Bioethanol is one of the largest renewable energy commodities in the world besides biodiesel. Industrial-scale bioethanol production utilize yeast Saccharomyces cerevisiae as a fermentation agent. However, this type of yeast has a limitation of being unable to use pentose sugar. The development of yeast that is able to use pentose opens one of the opportunities for utilization of lignocellulosic waste as a bioethanol fermentation substrate. Pichia kudriavzevii is known to be able to utilize pentose as a bioethanol fermentation substrate. Osmotic stress in bioreactors occurs because of the high concentration of sugar as a fermentation substrate. The development of P. kudriavzevii strain which is resistant to sugar osmotic stress is expected to increase the efficiency of the bioethanol production system. The construction of osmotolerant isolate was carried out using directed evolutionary mutagenesis technique which grew isolate in serial glucose concentrations from low state to maximum tolerance limits.
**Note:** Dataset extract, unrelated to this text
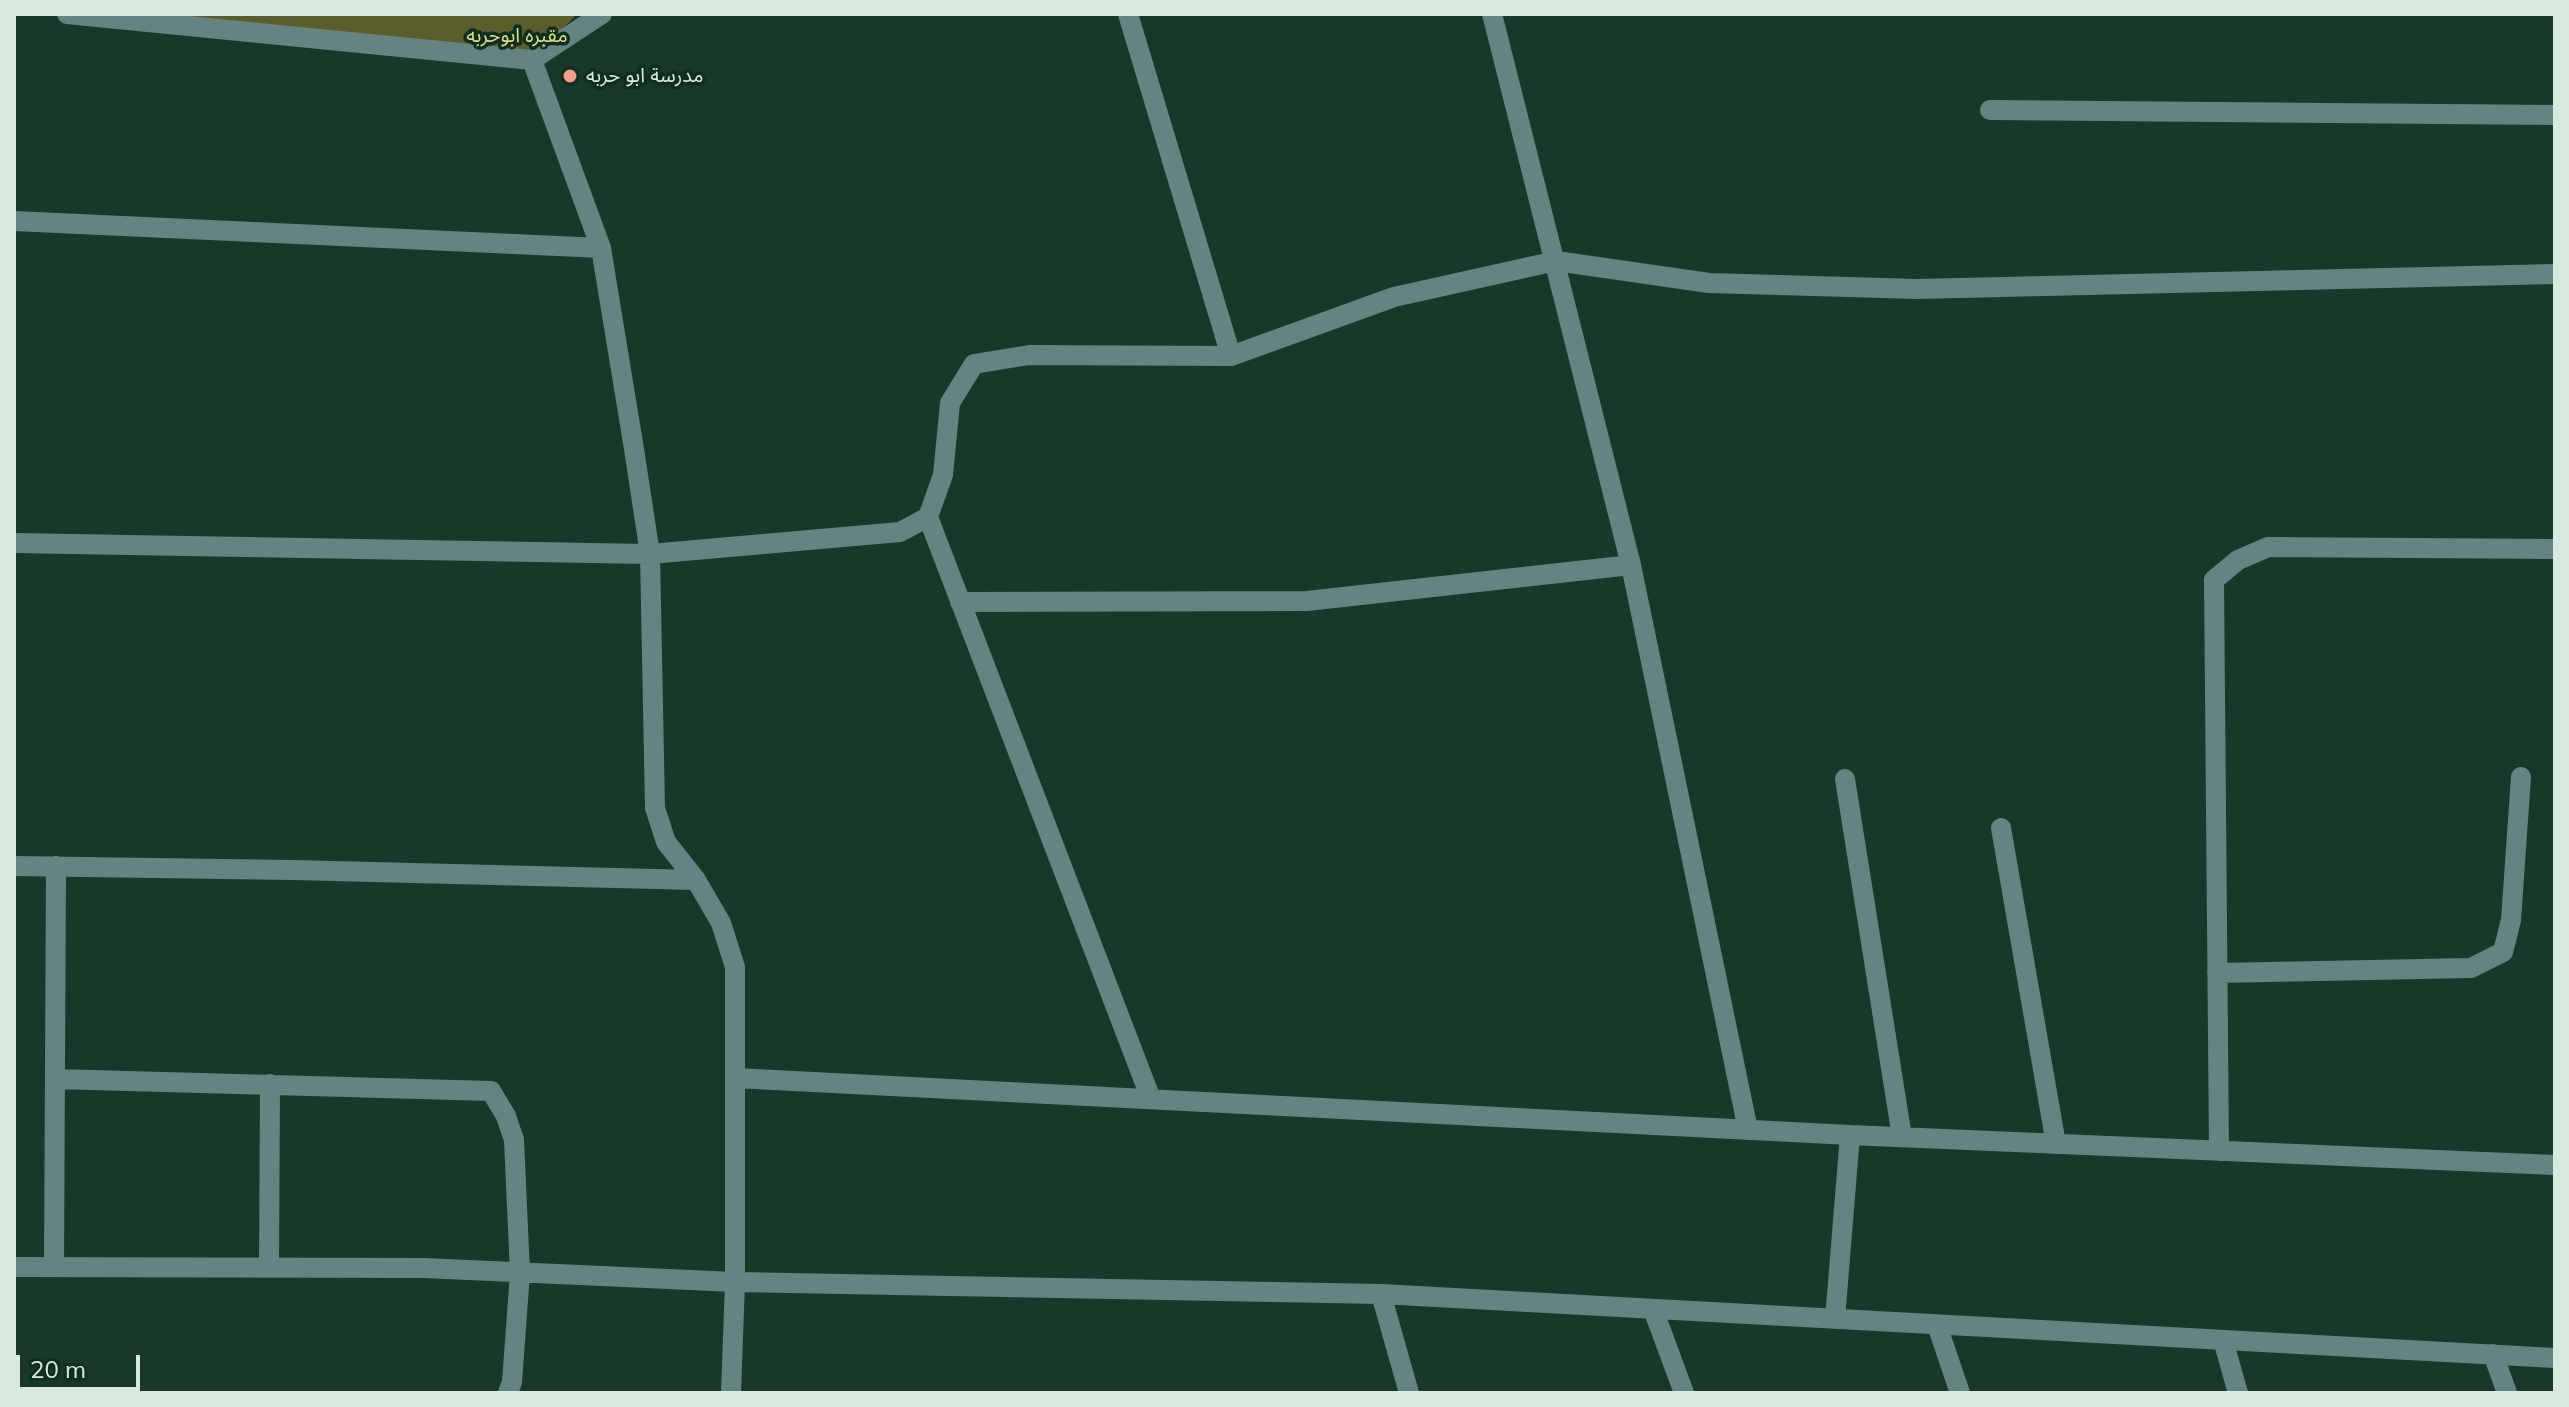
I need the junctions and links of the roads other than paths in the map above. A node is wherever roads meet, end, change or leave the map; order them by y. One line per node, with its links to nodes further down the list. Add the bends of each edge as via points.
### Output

This study aimed to construct the P. kudriavzevii osmotolerant mutant and analyze its cellular characteristics. Research on the construction of P. kudriavzevii osmotolerant mutant using direct evolution mutagenesis technique and analysis of alteration in cellular activity have never been done before. The results showed that the P. kudriavzevii osmotolerant mutant (Pku RM) was successfully constructed using directed evolutionary mutagenesis technique to hyperosmotic stress for up to 35% glucose (w/v) and was able to grow optimally at concentration of 25% (w/v). Mitochondrial activation in Pku RM was not significantly different from RWT Pku but was higher than Sce BY4741. These results indicate that Pku RM has the potential to be developed as a bioethanol fermentation agent related to its ability in dealing with osmotic stress.